The Military Ordinariate of the Philippines was initially erected as a military vicariate on December 8, 1950, as per decree by Pope Pius XII via the consistoriat decree Ad consulendum. It was accepted by the Philippine government in a diplomatic agreement, which took effect through the exchange of Notes Verbal in 1952 between then-Foreign Secretary Joaquin Elizalde and then-Apostolic Nuncio Egidio Vagnozzi. Rufino J. Santos, then the Auxiliary Bishop of Manila, took possession of the vicariate and became the first military vicar in Philippine history.
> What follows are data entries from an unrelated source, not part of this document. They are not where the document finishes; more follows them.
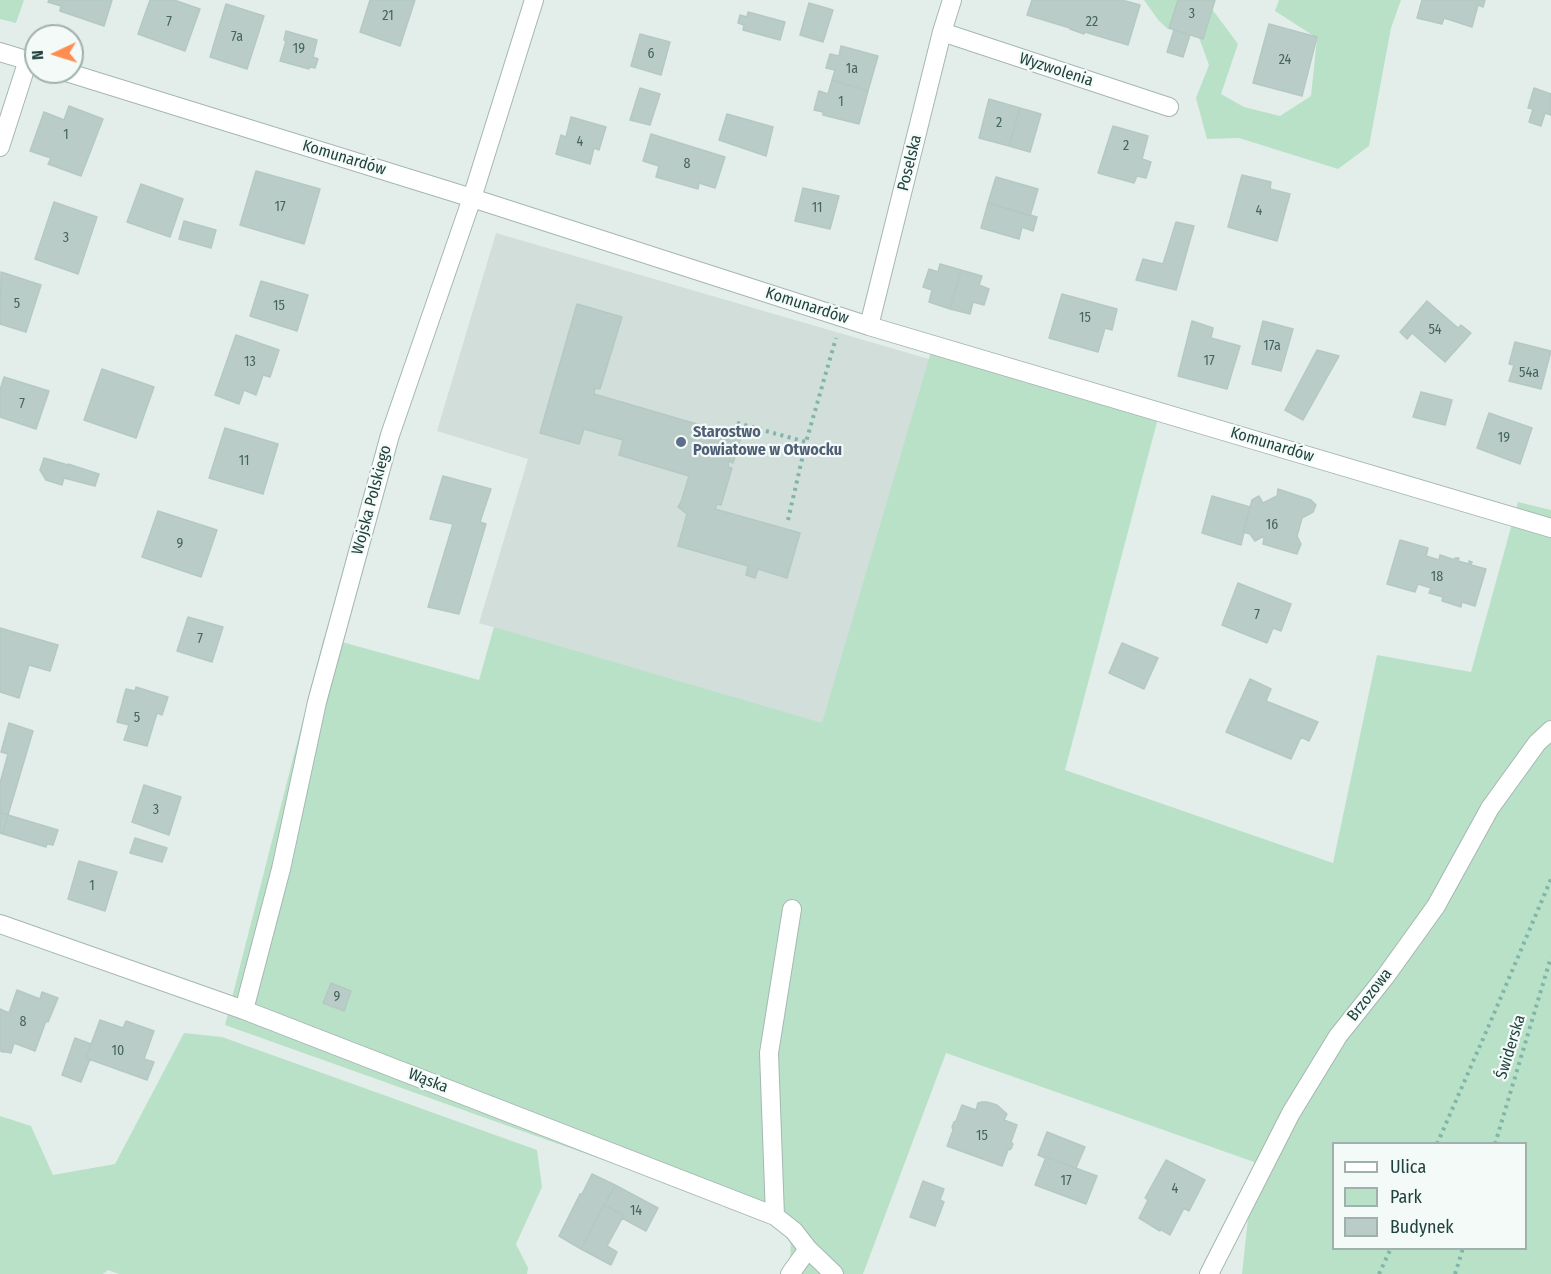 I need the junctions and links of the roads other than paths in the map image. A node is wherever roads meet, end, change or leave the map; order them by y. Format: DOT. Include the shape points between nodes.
graph roads {
  1 [pos="534,0"];
  2 [pos="952,0"];
  3 [pos="942,33"];
  4 [pos="0,52"];
  5 [pos="24,59"];
  6 [pos="84,78"];
  7 [pos="24,82"];
  8 [pos="1169,107"];
  9 [pos="0,147"];
  10 [pos="472,198"];
  11 [pos="869,326"];
  12 [pos="1551,528"];
  13 [pos="1551,730"];
  14 [pos="792,909"];
  15 [pos="0,924"];
  16 [pos="244,1010"];
  17 [pos="775,1216"];
  18 [pos="808,1250"];
  19 [pos="790,1274"];
  20 [pos="834,1274"];
  21 [pos="1209,1274"];
  1 -- 10 [label="street, Wojska Polskiego"];
  2 -- 3 [label="street, Poselska"];
  3 -- 8 [label="street, Wyzwolenia"];
  3 -- 11 [label="street, Poselska"];
  4 -- 5 [label="street"];
  6 -- 10 [label="street, Komunardów"];
  7 -- 9 [label="street"];
  10 -- 11 [label="street, Komunardów"];
  10 -- 16 [label="street, Wojska Polskiego" via="387,446 317,702 281,869"];
  11 -- 12 [label="street, Komunardów"];
  13 -- 21 [label="street, Brzozowa" via="1537,743 1490,808 1436,906 1338,1036 1291,1113"];
  14 -- 17 [label="street" via="769,1053"];
  15 -- 16 [label="street, Wąska"];
  16 -- 17 [label="street, Wąska"];
  17 -- 18 [label="street, Wąska" via="794,1231"];
  18 -- 19 [label="street"];
  18 -- 20 [label="street, Wąska"];
}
On April 12, 1986, Pope John Paul II promulgated the apostolic constitution Spirituale militum curæ, which took effect on July 21, 1986. This papal document was unique, as it began a new structure for all military vicariates all over the world, elevating these to the level of ordinariates, thus giving them the same status as territorial dioceses.

The ordinariate has its own curia and it exercises its pastoral ministry through chaplains assigned to the different branches of services of Filipino uniformed men and women, including the Bureau of Jail Management and Penology and the Bureau of Fire Protection. The exact number of faithful under said jurisdiction is classified information, but it is approximately 90% of personnel serving the military and police. The mostly-diocesan clergy of the ordinariate carry officers' ranks and are assigned to different command posts nationwide, regardless of service branch.

==Jurisdiction==
The jurisdiction of the Military Ordinariate is described by the following:
- Personal – The jurisdiction of the military ordinary is personal over all subjects of the military ordinariate. It is exercised independently of geographical territory as a ministry for the faithful determined by personal circumstances.
- Ordinary – That is, attached by law to the office itself.
- Proper – This jurisdiction is exercised by the military ordinary in his own name.
- Cumulative – It is not exclusive. It is exercised within those territories that are subject to local ordinaries and, therefore, it does not preempt their authority nor the authority of the local parish priests. Insofar as the subjects of the military ordinariate are concerned, they are at the same time, in a cumulative manner, subjects of the local ordinary and the pastor of the place where they reside. In permanent military, police, or coastguard installations, camps, bases, forts, and in places reserved for the personnel of these Philippine government's uniformed forces, the jurisdiction is primarily and principally exercised by the military ordinary.

===Subjects===
- All Catholic chaplains in active military, police, or coast guard service.
- All civilian Catholic priests, diocesan or religious, who are properly and officially appointed as Volunteer Chaplains in the service of the Military Ordinariate.
- All Catholic laity in active military, police, or coast guard service.
- All Catholic civilian human resources and non-uniformed personnel, their spouses, and children, residing either inside or outside any military, police, or coast guard installation.
- All families of Catholic laity in active military, police, or coast guard service, namely: the spouses, children, servants, and those who habitually live in the same house, whether inside or outside any military, police, or coast guard installation.
- All Catholics living within any military, police, or coast guard installation, or in homes reserved by the government for military, police, or coast guard personnel and their families.
- All Catholics living or working in military hospitals, hospices for the elderly, or similar institutions.
- All Catholics, whether or not members of a religious institute, who permanently carry out a task committed them by the military ordinary or with his consent.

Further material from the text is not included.